Date: Tue, 26 Jul 2022 18:28:03 -0400
That is a REALLY good point about mixing locale sensitive character sets with Unicode, I never even thought of that possibility, I always did "%U8/16/32s" and just wrote the already processed Unicode string.
> On Jul 26, 2022, at 5:50 PM, Tom Honermann <tom_at_[hidden]> wrote:
>
> On 7/26/22 1:37 PM, Marcus Johnson via SG16 wrote:
>> There’s two real options, we can specify little endian for UTF-16 and UTF-32, or we can specify a BOM is prefixed to the output.
>>
>> The latter would probably surprise users about the lemgth of the output string, and to say that big endian is a niche option is an understatement, so I’m leaning towards specifying little endian.

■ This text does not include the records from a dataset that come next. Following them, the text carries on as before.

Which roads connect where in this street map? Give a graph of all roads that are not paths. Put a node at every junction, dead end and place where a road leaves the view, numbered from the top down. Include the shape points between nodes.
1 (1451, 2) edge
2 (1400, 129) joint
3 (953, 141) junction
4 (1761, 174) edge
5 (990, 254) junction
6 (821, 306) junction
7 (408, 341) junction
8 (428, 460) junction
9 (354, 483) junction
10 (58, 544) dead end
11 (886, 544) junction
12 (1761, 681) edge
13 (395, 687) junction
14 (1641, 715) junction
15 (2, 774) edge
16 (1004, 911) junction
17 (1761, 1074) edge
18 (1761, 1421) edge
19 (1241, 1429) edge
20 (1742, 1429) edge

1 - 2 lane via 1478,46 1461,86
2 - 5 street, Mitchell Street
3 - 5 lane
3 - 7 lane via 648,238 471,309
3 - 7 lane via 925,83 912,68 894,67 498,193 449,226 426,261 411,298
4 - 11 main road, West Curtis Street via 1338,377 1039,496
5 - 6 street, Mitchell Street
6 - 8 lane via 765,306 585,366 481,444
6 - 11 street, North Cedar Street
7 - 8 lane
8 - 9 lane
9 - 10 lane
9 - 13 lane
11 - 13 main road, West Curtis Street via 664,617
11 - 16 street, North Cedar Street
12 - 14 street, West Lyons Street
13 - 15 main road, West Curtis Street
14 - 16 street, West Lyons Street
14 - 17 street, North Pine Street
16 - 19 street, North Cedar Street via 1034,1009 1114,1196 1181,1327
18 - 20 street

> Neither of these options provides a useful result. Consider:
>
> printf("Hi, %U16s\n", u"Marcus");
>
> The output would start with "Hi, " encoded in the string literal encoding and then be followed by the UTF-16 encoding of "Marcus" (in some endian byte order). Mixing encodings like this produces mojibake; this isn't useful behavior.
>
> What we ideally want is for the formatted I/O to be consistently encoded. Unfortunately, we don't have a way to know the programmer's intentions and there are at least two reasonable behaviors:
>
> Assume that the string literal encoding (used for the format string) encodes characters in a compatible subset of the run-time locale encoding and convert UTF arguments to the run-time locale encoding. This is the existing practice with the 'l' wide string conversion specifier.
> Convert the UTF arguments to the same encoding as the (compile-time) string literal encoding. This would require a novel mechanism to inform formatted I/O functions at run-time which encoding was used for string literals in the TU that is invoking the formatted I/O function (note that different TUs may be compiled with different string literal encodings (e.g., via different -fexec-charset gcc options). Some implementations also support pragma directives that can change the string literal encoding in the middle of a TU).
> If we want to do better than the above, then I personally think we need a way for the programmer to associate an encoding with an I/O stream such that formatted I/O functions can then convert all of their inputs/outputs (including the format string) to/from the stream encoding.
>
> Tom.
>
>>
>>> On Jul 26, 2022, at 12:47 PM, Marcus Johnson <MarcusLJohnson1991_at_[hidden]> <mailto:MarcusLJohnson1991_at_[hidden]> wrote:
>>>
>>> Good point, I wasn't accounting for byte order, Not sure how to add the wording to that, something to think about.
>>>
>>>> On Jul 26, 2022, at 11:57 AM, Tom Honermann <tom_at_[hidden] <mailto:tom_at_[hidden]>> wrote:
>>>>
>>>> On 7/25/22 7:30 PM, Marcus Johnson via SG16 wrote:
>>>>> Quick update on what's changed, I implemented most feedback from WG14, and I've decoupled my paper from JeanHeyd's, we're simply writing Unicode as it is to the associated stream or reading from that stream into the variable as indicated by the user.
>>>>>
>>>>> No character set conversions or otherwise anti-WYSIWYG behavior, just reading and writing Unicode.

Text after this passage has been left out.